Pillole dal Libro: LA BOCCA DI DIO di Marilena Marino
Il silenzio è una condizione privilegiata per ascoltare la voce di Dio: è vero che nelle ore di tutta la nostra giornata siamo presi da mille faccende, da mille cose da fare e siamo distratti continuamente; abbiamo dentro di noi tante voci che risuonano, oltre a quelle esteriori che ci circondano. Ma se riuscissimo qualche minuto a stare davvero in silenzio da soli con noi stessi, potremmo percepire la voce di Dio che ci parla… una voce che è più forte di tutte le altre voci, inconfondibile e che si fa reale.
Certamente occorre anche “cercare” la presenza di Dio, volerla, incuriosirsi… per questo è necessario anche che la nostra voce “gridi” a Lui interiormente, affinché ci ascolti e risponda a questo grido.
La parola di Dio è importante, non solo per ricevere una risposta quando preghiamo, quando siamo soli con le nostre ricerche d’infinito, quando aneliamo a degli interrogativi, a certi bisogni spirituali che sembrano non avere senso, perché inascoltati o non soddisfatti concretamente; la Parola è necessaria, altresì, per vivere bene anche la concretezza dell’esistenza umana, dal momento che scopriremo, dopo un’attenta e accurata analisi, che Dio, invece, è molto più vicino di quanto si pensi.

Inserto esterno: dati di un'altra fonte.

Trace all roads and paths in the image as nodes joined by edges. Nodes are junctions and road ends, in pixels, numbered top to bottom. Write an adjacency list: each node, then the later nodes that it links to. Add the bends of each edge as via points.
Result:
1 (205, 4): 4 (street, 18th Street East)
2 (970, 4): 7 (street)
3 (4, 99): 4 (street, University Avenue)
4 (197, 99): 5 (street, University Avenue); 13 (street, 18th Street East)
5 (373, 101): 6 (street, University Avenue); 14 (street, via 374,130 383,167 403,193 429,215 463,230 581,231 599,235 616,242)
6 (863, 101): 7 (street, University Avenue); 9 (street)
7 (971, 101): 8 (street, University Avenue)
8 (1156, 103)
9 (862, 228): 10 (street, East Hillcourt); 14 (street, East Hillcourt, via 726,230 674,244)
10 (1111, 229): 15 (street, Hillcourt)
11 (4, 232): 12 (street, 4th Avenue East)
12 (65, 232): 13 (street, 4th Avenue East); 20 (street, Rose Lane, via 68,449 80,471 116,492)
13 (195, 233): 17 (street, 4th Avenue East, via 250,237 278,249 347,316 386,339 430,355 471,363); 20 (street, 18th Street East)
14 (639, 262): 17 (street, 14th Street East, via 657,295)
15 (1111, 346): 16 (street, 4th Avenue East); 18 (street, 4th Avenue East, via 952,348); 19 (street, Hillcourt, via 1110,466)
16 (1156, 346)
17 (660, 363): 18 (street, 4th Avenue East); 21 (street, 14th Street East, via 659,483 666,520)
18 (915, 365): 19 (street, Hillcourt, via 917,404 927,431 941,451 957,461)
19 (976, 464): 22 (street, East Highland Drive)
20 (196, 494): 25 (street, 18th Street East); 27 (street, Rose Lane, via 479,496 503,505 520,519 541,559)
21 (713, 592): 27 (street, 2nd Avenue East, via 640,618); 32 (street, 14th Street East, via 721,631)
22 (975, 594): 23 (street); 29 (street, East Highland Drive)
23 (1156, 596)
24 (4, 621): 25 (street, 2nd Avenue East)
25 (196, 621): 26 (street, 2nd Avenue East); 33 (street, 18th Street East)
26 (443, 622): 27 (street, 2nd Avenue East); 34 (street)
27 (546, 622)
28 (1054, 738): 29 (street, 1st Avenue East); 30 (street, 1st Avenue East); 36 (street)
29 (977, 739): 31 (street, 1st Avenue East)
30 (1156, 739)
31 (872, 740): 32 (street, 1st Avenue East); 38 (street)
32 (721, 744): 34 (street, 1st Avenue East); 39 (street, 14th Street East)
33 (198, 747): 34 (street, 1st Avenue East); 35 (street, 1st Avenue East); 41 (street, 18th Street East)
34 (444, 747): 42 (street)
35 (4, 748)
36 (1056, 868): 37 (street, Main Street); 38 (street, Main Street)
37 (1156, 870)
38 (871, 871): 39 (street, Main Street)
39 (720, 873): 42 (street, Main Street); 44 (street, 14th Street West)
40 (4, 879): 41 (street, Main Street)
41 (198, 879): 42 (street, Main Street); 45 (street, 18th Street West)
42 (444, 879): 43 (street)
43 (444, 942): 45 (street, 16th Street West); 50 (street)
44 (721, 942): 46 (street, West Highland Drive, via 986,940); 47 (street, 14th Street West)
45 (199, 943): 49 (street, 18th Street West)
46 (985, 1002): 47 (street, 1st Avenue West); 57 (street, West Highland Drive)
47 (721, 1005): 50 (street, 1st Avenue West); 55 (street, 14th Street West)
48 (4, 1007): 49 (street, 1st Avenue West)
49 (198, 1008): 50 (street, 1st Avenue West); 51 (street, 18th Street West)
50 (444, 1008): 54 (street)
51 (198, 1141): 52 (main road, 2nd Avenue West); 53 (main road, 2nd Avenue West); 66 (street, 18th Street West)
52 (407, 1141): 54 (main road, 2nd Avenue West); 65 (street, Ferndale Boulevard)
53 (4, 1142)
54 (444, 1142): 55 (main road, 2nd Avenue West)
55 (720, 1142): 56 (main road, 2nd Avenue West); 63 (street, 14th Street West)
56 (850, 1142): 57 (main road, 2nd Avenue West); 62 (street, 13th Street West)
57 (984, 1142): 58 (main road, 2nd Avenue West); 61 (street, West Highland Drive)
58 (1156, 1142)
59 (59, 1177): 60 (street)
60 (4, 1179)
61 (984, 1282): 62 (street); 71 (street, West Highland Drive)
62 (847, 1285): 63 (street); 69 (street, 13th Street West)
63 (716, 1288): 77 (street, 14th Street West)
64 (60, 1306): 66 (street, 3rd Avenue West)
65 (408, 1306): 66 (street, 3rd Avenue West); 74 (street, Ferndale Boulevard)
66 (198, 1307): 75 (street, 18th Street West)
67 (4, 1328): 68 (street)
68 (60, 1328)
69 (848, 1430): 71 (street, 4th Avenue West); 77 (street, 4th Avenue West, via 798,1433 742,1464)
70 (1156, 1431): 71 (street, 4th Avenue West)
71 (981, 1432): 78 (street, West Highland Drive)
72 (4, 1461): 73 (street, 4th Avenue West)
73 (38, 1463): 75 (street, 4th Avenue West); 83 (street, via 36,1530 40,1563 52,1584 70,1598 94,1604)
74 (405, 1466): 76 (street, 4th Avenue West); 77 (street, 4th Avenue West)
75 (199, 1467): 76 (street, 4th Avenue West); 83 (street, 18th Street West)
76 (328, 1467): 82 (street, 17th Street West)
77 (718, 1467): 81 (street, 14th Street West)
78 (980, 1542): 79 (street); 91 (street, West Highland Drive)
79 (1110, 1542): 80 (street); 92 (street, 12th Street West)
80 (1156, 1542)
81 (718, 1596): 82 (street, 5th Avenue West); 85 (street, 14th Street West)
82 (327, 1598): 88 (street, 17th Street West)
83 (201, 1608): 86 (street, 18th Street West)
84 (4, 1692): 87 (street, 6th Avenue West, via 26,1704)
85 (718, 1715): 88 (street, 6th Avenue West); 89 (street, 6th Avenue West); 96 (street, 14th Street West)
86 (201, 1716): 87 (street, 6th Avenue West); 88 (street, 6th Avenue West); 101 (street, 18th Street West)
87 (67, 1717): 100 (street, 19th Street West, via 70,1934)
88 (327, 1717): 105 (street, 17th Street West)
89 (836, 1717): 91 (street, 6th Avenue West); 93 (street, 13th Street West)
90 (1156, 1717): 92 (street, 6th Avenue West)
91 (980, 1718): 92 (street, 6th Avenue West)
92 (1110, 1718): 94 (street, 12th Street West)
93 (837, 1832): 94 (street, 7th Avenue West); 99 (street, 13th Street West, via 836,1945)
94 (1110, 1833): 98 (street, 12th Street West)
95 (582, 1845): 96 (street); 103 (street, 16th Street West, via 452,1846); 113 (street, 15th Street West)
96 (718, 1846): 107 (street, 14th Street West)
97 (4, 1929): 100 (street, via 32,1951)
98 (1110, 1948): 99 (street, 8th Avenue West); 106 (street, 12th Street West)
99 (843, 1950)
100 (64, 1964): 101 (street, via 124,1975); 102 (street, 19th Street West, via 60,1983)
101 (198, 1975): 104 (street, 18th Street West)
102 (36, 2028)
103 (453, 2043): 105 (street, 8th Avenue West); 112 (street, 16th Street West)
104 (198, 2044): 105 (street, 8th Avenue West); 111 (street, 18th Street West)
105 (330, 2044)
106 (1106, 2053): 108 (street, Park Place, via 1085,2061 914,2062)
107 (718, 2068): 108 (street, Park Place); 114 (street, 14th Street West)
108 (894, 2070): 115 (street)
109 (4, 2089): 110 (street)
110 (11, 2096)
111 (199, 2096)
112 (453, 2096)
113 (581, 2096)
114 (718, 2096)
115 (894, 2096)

Anche se l’uomo con le proprie forze e la propria intelligenza riesce a gestirsi da solo, la parola di Dio getta una luce concreta sulle sue azioni: voglia o non voglia, dorma o non dorma, vegli o non vegli, gli è sempre vicina, rispondendo inspiegabilmente al suo stesso vitale interrogativo, sul perché esiste o viene al mondo, per esempio, perché accade o non accade quel determinato fatto storico.
Non solo, la parola contenuta nelle Sacre Scritture, ha la capacità di spiegare il passato nell’uomo, di interpretarlo, attualizzando il presente e anticipando addirittura la sua azione futura, spiegandola, profetizzandola, dandogli la possibilità di contestualizzare la sua stessa vita, fornendogli una spiegazione degli avvenimenti passati e cercando di fargli capire ciò che accade al presente e perché.
Troppo spesso deleghiamo al destino, alla casualità, alla sorte, tutto ciò che ci accade o è accaduto nella vita, attribuendo le cause di alcuni episodi che ci sono venuti incontro, a persone o a fatti ben precisi, accontentando la nostra razionalità e mettendo a tacere la nostra coscienza, pacificando, per quieto vivere, persino la nostra intelligenza; ma se ci riserviamo anche la possibilità di guardare in un’altra direzione, di alzare lo sguardo verso il cielo e di affidarci alla parola di Dio visto come padre sapiente che istruisce per puro amore disinteressato il proprio figlio, potremmo delineare la nostra traiettoria di vita dandole persino un altro significato.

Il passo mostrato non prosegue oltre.